Jeremy D. Brown, Ph.D.
Department of Mechanical Engineering
Johns Hopkins University
“Understanding the Utility of Haptic Feedback in Human Robot Interaction”
The human body is capable of dexterous manipulation in a myriad of environments; however, limitations associated with function, distance, and scale often require the use of telerobots for manipulation in specific environments. Take, for instance, the upper-limb prosthesis, which allows amputees to manipulate the residual limb beyond the point of amputation. Another example is the minimally invasive surgical robot, which allows surgeons to manipulate surgical instruments through incisions smaller than the width of a finger. For both devices, dexterous manipulation is possible only if the interface between body and device can accurately convey the operator’s desired interactions with the environment, and accurately relay any sensory feedback resulting from those interactions.

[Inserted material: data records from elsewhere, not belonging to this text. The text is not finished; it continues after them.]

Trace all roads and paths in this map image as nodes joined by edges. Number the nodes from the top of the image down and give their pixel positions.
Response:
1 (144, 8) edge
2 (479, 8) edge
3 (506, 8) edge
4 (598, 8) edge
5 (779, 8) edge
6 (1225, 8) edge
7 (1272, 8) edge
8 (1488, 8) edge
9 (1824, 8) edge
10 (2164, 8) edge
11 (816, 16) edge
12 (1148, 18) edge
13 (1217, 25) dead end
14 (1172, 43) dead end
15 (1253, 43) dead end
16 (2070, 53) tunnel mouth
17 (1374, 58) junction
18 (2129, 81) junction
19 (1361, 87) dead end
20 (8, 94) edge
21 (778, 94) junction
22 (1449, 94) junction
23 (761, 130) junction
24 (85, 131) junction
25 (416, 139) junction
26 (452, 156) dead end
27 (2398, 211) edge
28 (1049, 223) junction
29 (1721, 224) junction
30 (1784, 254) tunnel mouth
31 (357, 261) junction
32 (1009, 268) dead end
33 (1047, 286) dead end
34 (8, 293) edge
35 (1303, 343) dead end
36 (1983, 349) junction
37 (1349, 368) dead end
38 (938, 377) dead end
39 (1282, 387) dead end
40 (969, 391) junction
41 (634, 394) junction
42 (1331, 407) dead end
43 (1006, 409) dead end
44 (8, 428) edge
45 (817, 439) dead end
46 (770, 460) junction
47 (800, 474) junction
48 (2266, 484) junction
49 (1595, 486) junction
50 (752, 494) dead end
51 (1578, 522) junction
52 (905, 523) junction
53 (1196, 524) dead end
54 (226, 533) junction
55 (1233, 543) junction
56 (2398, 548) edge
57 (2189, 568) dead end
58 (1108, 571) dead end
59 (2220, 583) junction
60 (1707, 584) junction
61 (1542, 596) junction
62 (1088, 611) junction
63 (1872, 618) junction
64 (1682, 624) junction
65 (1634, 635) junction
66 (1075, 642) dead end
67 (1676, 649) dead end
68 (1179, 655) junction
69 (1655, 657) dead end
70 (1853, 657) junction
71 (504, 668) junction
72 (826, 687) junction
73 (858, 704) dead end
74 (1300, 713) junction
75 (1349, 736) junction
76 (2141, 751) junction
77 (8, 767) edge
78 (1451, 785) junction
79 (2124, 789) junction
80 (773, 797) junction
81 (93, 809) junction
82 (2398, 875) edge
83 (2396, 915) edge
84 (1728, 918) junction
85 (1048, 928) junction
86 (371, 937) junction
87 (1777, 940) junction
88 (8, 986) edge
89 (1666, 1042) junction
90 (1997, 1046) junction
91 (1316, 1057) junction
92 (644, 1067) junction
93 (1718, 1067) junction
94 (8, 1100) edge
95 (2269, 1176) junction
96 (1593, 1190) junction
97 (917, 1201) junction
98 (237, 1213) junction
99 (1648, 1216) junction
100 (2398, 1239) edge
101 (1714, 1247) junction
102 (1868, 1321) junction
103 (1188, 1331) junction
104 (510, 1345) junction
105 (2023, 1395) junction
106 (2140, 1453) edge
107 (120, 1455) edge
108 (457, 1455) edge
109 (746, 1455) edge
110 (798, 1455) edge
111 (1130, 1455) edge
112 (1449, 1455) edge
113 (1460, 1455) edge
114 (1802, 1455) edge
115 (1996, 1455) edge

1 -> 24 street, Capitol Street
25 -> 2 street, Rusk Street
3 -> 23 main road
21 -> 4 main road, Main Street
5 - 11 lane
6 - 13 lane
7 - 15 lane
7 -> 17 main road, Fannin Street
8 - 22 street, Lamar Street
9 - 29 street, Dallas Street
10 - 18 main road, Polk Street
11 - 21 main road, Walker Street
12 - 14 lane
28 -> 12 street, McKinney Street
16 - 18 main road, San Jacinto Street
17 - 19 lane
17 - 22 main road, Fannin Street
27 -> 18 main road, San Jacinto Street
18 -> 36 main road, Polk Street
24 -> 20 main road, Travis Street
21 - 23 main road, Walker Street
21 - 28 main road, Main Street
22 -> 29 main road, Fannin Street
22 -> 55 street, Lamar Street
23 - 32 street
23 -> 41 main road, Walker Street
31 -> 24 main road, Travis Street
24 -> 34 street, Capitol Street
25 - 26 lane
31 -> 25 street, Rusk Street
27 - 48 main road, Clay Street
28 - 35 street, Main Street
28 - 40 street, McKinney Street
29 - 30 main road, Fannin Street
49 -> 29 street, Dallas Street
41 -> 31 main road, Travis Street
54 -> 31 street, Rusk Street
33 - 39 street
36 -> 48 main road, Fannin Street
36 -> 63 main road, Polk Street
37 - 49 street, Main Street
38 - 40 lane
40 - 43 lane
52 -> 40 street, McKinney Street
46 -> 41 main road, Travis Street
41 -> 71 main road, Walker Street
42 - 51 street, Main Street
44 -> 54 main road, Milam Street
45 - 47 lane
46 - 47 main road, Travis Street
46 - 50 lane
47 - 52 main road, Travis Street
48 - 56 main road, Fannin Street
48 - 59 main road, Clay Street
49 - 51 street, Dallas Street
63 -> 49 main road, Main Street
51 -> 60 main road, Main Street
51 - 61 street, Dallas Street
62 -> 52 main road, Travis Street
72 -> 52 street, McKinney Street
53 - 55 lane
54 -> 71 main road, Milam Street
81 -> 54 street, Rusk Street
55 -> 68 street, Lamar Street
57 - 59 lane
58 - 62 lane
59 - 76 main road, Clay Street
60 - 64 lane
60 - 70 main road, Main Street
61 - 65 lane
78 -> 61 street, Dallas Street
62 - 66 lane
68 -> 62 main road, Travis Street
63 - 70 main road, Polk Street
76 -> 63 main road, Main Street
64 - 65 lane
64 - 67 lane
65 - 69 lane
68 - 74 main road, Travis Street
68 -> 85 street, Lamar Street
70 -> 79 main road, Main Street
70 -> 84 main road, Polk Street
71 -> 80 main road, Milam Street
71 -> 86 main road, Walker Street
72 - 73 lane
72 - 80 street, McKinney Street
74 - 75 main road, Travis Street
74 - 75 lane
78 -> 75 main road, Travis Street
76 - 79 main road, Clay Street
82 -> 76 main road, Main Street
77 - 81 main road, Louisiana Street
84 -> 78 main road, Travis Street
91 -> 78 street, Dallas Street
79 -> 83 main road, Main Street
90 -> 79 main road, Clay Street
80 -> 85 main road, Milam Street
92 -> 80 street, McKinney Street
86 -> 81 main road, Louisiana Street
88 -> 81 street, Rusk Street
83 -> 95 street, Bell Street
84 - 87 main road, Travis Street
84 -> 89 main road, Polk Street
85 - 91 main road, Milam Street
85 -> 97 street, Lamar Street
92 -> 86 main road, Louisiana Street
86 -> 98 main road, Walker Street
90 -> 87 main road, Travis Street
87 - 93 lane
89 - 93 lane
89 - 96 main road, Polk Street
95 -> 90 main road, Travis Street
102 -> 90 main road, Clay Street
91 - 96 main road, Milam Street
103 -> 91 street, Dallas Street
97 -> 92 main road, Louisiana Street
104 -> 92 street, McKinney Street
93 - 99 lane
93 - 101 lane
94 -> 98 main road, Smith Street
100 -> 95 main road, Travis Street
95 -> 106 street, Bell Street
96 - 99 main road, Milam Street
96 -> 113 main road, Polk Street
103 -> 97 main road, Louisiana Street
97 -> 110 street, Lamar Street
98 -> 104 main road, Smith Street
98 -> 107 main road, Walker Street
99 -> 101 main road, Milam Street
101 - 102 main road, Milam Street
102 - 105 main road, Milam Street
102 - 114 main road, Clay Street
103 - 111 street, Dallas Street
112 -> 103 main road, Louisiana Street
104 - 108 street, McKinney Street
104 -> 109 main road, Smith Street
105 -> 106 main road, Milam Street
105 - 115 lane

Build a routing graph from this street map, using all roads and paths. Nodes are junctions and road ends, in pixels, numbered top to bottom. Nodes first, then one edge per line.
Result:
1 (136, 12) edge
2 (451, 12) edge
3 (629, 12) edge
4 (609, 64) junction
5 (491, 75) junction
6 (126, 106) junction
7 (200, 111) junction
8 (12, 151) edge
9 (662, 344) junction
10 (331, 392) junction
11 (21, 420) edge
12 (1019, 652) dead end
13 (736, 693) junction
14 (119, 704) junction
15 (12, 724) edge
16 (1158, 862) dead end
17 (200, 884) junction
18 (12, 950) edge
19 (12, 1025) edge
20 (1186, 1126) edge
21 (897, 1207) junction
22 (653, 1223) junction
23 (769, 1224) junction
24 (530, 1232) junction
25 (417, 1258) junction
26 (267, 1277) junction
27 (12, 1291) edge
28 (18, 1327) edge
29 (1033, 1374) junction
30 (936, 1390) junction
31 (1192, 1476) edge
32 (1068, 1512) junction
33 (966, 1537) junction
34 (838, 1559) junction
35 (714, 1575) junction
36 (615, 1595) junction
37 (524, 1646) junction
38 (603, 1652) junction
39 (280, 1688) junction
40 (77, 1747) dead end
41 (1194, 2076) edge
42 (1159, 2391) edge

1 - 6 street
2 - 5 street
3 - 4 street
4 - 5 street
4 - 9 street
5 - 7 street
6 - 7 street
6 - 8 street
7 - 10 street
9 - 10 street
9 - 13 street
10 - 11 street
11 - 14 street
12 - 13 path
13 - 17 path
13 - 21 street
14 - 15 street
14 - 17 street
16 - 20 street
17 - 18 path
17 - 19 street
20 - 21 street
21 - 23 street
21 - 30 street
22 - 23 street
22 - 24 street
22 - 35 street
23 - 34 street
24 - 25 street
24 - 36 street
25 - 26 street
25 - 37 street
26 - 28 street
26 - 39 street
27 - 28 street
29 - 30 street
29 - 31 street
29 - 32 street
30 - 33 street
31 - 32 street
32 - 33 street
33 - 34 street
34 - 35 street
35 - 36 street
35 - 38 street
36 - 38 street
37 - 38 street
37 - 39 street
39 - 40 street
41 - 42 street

Currently, dexterous manipulation through these devices is limited, in part, because haptic (touch-based) interfaces are still in their infancy in terms of replicating the rich haptic sensations we experience when directly interacting with an environment using our limbs. Therefore, telerobot operation currently relies primarily on visual feedback. This presentation will begin with a discussion of prior work investigating the impact of non-colocating action and reaction in a haptic display and prior work investigating the utility of force-reflection in body-powered prostheses. It will end with a discussion of preliminary work being conducted in the Haptics and Medical Robotics (HAMR) Laboratory here at Hopkins, that builds on these prior findings.